Every technologist and spy knows this global supply chain is necessary but also potentially vulnerable. Somewhere along the chain, malicious actors can find ways to infiltrate the system to insert bugs or de facto spying devices. And according to Bloomberg Businessweek, that’s exactly what operatives of China’s military did to the kinds of circuit boards that made their way into the digital networks of entities including Amazon, Apple and the U.S. Department of Defense. (The companies mentioned in the Bloomberg Businessweek article disputed summaries of the reporting. Their full comments, and those from a Chinese foreign ministry spokesperson, are published here.

The supply chain attack could have siphoned corporate secrets and government information while leaving few fingerprints. It’s the most insidious kind of digital spying imaginable, and some of the savviest tech minds in the world haven’t yet found a reliable way to sniff out the hardware-infiltration attacks, according to the Bloomberg Businessweek reporting. And worse, I’m not sure what, if anything, could be done to prevent this kind of snooping.

Perhaps the only surefire prevention is for Google, Apple, the U.S. government and others to build every circuit and computer chip by hand and make sure the parts and equipment never leave the sight of people they trust. This seems impossible. It would cost a fortune, of course, and it may not be practically possible at all.

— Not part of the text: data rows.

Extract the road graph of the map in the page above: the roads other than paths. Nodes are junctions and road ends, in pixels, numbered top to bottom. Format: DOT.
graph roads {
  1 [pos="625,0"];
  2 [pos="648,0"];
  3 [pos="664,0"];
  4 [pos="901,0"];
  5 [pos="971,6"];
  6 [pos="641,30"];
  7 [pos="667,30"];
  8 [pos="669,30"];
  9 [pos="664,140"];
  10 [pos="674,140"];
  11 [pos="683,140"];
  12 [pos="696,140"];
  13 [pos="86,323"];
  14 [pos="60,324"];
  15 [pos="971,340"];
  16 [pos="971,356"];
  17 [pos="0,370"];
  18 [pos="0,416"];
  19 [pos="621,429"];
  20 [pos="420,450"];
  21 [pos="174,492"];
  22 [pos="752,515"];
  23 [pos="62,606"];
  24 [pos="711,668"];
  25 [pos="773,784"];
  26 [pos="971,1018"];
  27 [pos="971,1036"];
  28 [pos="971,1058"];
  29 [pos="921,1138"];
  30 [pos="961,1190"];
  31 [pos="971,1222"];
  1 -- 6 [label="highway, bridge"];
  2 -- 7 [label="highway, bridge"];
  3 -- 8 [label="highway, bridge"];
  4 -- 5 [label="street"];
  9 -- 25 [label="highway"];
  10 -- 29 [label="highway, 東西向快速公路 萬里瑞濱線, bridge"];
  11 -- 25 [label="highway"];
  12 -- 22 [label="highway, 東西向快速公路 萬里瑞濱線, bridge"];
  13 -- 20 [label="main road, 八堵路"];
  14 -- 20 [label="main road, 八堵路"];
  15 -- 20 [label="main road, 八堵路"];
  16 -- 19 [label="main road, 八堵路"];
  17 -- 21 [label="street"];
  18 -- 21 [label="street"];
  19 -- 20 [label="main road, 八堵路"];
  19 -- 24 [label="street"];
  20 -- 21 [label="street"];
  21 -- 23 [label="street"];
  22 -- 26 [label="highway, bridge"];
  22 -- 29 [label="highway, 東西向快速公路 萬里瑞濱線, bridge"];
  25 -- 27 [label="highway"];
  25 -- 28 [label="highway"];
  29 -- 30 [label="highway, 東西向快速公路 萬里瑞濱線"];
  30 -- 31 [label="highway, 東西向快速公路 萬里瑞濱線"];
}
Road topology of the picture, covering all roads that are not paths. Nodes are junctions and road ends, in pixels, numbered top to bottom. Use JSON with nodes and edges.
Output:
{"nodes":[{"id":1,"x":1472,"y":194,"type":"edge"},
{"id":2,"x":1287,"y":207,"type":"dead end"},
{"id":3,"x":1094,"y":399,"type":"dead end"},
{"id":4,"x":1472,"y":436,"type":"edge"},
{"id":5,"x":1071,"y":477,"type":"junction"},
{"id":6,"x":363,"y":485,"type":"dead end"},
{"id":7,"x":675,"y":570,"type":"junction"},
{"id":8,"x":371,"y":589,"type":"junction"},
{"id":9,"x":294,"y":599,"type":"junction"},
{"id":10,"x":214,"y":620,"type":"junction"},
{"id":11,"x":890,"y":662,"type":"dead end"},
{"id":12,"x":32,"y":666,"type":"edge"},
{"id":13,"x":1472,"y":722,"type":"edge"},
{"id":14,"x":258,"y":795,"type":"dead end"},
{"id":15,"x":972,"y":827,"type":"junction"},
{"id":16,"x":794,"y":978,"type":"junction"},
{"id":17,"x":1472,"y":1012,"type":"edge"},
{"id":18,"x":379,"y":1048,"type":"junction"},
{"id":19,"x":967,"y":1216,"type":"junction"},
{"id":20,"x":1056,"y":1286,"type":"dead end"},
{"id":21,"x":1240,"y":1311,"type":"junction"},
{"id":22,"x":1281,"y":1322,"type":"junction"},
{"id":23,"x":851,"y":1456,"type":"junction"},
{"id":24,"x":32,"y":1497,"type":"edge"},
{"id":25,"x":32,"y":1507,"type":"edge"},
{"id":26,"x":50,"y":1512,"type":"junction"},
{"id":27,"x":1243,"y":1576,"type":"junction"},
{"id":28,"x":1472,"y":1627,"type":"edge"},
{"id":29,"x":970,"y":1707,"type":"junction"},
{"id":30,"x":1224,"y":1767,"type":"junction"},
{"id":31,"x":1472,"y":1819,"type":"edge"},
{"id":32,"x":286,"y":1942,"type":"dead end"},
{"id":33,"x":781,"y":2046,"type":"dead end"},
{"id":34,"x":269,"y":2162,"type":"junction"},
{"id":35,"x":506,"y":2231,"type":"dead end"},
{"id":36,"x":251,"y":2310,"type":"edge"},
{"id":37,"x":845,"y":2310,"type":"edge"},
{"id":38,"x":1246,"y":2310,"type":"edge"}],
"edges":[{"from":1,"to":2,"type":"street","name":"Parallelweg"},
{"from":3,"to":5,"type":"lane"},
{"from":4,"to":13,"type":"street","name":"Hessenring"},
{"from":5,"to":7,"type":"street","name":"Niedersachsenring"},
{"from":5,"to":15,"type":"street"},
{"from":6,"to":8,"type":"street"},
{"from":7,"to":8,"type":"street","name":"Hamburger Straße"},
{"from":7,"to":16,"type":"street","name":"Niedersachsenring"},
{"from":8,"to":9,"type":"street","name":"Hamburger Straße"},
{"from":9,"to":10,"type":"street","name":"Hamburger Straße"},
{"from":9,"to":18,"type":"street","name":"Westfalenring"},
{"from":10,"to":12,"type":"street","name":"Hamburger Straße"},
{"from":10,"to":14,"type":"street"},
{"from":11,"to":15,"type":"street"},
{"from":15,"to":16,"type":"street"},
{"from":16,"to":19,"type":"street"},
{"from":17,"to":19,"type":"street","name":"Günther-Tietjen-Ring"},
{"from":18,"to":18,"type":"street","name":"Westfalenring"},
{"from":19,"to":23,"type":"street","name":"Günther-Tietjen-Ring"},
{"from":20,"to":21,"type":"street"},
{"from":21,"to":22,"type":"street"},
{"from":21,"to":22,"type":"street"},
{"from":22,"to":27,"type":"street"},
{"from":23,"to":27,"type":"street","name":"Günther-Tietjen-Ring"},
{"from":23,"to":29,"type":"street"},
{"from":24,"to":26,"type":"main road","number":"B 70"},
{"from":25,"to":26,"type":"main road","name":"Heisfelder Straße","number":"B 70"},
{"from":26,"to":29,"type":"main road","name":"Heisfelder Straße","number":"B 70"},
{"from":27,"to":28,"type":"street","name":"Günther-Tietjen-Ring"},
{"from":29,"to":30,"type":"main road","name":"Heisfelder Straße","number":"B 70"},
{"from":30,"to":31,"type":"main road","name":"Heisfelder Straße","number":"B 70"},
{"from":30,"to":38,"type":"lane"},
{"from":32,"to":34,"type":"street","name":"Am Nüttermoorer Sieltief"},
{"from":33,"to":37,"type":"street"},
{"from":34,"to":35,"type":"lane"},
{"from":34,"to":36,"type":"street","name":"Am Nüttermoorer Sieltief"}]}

Over the decades, companies in China, Taiwan, the U.S., Vietnam and elsewhere in the world have developed specialization at discrete steps in manufacturing or assembly for computing equipment. It would takes years and support from the U.S. government to replicate that specialization entirely in the U.S. or other countries that American companies and the government trust. 

It will be interesting to see how, if it all, major U.S. companies and government organizations change how they handle computer equipment now that these hardware hacking revelations are out in the open. Will they put in place more audits to test their computer gear for possible infiltration devices before they plug them into computer networks? Will companies, in fact, try to shift the supply chain to countries they think will make their computing gear less vulnerable to attacks?

If so, this dovetails with the White House, which wants to wean the country off reliance on Chinese factories and suppliers. That desire is at the heart of the U.S.’s continuing trade fight with China. Now, technologists and U.S. trade hawks have a common but perhaps impossible mission: reverse decades of globalization in computing to try to prevent damaging attacks.